# Barista express BES875



## oggioffshore (Nov 4, 2019)

Hi

My Express machine, are not stopping, when brewing esspresso.

Normally it stops by itselfe after 20/ 60 ml off esspresso.

Now its just running.

Restarting not helping.

Change esspresso level manually, not helping.

Seems that the machine has forgot the setting. Or its just lost.

It worked a few times though, after cleaning and descaling.

Grinding works fine.

Any had the same issues.

Cheers.


----------



## Mr Paul (Nov 4, 2019)

I have just emailed Sage about the exact same problem - I have manually reset and reprogrammed the amount delivered but it just reverts to pouring water non-stop. I will update here once I get a reply.


----------



## ajohn (Sep 23, 2017)

Sounds like what happens if it's programmed without the portafilter on or with no grinds in it. As I found out when I programmed a 30 sec shot that way. It works to a volume / weight of shot not time. That doesn't make any difference to tuning at all really what ever time or shot weight some one is working to.

Otherwise video please as some do use the machine in the wrong way. One popped up recently. It wont stop for instance until the shot button is pushed again if the program button has been pushed. Best to show grinds prep in it as well and also a link to the beans that are being used. The gauge readings when a shot is being pulled can also provide useful information.

John

-


----------



## oggioffshore (Nov 4, 2019)

Nomatter, I believe it should keep the original settings ?
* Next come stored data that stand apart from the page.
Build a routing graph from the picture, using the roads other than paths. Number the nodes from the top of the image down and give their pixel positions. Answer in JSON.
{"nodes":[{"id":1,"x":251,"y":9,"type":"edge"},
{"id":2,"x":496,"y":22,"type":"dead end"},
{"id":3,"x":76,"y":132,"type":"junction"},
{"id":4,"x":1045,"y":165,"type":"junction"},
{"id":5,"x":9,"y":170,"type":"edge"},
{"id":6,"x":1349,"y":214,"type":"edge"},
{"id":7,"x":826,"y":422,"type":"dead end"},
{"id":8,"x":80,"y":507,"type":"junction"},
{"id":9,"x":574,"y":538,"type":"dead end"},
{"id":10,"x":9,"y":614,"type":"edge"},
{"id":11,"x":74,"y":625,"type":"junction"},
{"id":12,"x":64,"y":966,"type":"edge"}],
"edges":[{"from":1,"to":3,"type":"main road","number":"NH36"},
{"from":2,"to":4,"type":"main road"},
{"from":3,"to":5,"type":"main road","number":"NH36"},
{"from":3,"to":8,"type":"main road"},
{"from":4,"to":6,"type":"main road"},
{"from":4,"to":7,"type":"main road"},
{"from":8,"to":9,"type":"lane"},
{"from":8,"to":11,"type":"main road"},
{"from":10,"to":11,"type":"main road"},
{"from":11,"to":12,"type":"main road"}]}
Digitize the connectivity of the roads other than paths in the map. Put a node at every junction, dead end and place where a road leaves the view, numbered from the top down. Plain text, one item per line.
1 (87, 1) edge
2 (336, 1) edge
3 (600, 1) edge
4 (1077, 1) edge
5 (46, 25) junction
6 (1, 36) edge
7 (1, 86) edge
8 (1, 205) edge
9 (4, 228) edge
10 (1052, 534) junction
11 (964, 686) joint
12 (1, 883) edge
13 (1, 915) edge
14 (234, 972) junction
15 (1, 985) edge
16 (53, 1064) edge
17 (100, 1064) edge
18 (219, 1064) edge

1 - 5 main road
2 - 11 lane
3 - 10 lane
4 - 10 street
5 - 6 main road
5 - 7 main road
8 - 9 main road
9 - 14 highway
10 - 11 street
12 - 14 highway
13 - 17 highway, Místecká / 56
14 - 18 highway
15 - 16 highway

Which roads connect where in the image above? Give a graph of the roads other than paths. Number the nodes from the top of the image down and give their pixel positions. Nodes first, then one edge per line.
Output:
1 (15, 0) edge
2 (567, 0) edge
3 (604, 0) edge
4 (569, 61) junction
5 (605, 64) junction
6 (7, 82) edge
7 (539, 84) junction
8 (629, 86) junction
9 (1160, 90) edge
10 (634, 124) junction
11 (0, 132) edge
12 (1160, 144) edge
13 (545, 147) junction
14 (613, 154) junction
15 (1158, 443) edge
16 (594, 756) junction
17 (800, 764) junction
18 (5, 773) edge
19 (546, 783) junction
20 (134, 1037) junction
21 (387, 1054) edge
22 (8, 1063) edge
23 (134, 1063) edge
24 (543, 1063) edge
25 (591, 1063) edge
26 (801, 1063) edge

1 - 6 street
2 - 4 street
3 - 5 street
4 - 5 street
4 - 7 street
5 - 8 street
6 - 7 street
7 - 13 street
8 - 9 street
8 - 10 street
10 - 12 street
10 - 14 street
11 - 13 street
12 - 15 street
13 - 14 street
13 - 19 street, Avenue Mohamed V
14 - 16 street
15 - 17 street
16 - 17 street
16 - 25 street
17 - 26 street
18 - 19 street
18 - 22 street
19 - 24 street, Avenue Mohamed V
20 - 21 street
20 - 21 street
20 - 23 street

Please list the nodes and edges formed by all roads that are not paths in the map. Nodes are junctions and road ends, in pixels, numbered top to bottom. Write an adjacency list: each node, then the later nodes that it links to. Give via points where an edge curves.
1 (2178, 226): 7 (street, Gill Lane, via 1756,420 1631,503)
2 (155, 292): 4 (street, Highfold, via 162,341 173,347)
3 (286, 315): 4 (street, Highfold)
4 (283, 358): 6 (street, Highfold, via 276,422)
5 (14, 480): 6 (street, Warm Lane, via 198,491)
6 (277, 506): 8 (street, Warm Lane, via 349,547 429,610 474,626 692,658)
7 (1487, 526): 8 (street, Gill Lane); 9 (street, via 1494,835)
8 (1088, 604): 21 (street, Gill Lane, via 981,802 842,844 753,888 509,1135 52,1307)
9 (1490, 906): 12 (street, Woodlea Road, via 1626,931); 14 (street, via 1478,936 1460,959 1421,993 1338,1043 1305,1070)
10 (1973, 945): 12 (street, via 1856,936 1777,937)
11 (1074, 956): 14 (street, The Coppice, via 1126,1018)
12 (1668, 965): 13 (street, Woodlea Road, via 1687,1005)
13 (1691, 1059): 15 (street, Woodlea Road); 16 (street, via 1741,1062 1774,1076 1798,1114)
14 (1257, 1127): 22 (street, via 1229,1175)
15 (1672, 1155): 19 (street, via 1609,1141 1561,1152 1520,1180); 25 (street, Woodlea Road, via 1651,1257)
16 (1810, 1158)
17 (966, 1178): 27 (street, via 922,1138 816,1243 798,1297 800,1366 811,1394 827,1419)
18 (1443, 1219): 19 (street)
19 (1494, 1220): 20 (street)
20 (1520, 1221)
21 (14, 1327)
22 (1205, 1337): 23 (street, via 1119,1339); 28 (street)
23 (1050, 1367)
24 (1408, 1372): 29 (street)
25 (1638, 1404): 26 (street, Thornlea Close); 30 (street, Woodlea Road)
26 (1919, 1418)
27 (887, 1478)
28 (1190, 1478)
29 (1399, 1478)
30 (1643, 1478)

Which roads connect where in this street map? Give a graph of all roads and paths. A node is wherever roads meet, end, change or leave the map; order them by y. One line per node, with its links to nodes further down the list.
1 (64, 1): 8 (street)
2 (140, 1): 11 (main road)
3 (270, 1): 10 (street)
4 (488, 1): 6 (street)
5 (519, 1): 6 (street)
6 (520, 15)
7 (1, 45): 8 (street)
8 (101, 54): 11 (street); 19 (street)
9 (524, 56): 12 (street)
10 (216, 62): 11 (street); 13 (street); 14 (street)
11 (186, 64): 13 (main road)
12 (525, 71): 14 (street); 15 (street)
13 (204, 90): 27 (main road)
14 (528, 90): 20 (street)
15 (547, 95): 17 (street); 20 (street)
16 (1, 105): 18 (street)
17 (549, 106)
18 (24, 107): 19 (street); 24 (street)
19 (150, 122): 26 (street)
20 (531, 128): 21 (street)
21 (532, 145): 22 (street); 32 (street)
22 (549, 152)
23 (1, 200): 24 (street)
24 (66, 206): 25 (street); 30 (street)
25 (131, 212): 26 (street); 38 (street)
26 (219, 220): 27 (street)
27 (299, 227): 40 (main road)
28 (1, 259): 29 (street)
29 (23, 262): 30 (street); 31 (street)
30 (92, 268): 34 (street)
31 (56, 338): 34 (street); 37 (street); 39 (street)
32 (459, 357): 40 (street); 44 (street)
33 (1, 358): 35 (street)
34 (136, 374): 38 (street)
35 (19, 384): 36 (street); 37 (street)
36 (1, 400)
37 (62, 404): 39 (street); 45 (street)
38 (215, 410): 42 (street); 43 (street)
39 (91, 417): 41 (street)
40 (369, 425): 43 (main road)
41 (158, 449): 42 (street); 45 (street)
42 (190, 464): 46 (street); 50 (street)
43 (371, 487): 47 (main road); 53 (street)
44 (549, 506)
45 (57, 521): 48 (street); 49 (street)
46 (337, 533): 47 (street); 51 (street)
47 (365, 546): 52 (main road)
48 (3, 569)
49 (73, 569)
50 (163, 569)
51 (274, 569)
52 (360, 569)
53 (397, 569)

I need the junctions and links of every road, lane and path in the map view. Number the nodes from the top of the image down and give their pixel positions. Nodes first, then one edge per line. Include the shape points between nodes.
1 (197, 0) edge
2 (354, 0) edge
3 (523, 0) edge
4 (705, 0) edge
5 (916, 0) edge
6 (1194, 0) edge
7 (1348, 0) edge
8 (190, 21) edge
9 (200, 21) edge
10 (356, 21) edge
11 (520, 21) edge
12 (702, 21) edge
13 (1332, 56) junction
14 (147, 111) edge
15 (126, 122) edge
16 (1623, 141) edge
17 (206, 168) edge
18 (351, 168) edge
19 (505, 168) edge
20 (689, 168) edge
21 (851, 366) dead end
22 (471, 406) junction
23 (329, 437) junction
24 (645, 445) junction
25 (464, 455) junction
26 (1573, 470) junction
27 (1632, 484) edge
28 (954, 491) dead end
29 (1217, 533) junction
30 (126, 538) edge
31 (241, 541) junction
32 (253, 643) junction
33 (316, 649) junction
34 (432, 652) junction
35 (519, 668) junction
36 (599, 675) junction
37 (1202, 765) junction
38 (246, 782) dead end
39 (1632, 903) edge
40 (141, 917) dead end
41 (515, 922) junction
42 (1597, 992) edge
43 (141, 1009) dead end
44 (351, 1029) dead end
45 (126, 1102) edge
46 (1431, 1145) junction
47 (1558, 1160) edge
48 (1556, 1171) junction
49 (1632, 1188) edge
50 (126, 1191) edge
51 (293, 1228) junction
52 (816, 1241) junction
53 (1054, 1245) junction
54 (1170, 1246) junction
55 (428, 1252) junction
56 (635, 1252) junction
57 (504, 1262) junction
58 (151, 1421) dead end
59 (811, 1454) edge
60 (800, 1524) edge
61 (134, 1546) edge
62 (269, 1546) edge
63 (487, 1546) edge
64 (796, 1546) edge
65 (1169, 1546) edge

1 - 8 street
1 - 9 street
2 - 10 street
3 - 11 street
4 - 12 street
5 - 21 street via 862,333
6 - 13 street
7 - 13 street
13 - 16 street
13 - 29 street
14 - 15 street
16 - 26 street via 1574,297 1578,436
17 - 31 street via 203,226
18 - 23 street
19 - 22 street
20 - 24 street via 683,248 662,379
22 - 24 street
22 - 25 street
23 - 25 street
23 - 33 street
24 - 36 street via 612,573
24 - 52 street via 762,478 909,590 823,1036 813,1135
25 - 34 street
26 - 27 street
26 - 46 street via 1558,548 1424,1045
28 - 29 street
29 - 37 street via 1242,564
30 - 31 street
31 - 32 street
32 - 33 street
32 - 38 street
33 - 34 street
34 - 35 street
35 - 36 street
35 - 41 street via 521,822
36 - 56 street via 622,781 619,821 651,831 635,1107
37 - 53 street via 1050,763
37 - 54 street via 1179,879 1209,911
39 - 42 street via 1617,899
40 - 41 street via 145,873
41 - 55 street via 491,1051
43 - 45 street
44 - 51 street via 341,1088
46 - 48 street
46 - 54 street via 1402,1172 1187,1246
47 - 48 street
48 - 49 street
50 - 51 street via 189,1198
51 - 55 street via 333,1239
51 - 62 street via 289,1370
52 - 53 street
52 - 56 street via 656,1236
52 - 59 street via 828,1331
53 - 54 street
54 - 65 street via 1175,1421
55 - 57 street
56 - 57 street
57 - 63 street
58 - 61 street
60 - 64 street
Especially sinve i havent change the way i`ve used the machine.

The programming was done with the portafilter, with grinded beans.

pressure gauge, are in the " correct" area .

I`ll try upload a video later.

tnx for response and replying


----------



## -Mac (Aug 22, 2019)

Have you tried resetting to factory settings for volume and temp?

From the manual:

Resetting Default Volumes

To reset the machine to the default 1 CUP and 2 CUP shot volumes, press and hold the PROGRAM button until the machine beeps three times. Release the PROGRAM button. The machine will return to its original default volume settings and default espresso water temperature.


----------



## oggioffshore (Nov 4, 2019)

Yes, everything I`ve done, is according to the user manual.


----------



## oggioffshore (Nov 4, 2019)

With grind fine/course wheel on 5, grind level knob around 1 o clock.

Single cup double filter.

It pour out approximately 60 ml using the 1 cup button. Around 200 ml with 2 cups. Before it stops. I still think something wrong with the machine. Especially since its not saving my manual made settings.

Seem to be a lot to learn about espresso making. As far as I can read in here.

Had this machine for 2 years now, and never got the real good taste from my latte's. It's always better at the coffee shop. Might get a barista training course.

Cheers


----------



## -Mac (Aug 22, 2019)

Can you make a video and post it here?


----------



## Mr Paul (Nov 4, 2019)

Sage sent an engineer as machine is still under guarantee. The flow meter had failed, he's replaced it and it is fine now.


----------



## oggioffshore (Nov 4, 2019)

Mr Paul said:


> Sage sent an engineer as machine is still under guarantee. The flow meter had failed, he's replaced it and it is fine now.


 Cheers.

I'll still under warranty as well, so I'll get it in for repair I'll guess.


----------



## oggioffshore (Nov 4, 2019)




----------



## -Mac (Aug 22, 2019)

What type of drink were you making? Americano?


----------



## oggioffshore (Nov 4, 2019)

-Mac said:


> What type of drink were you making? Americano?


 Supposed to be a single espresso...

In my opinion, something wrong with the machine.

Especially since I've not changed the way of using it.

So I will deliver it for a check.


----------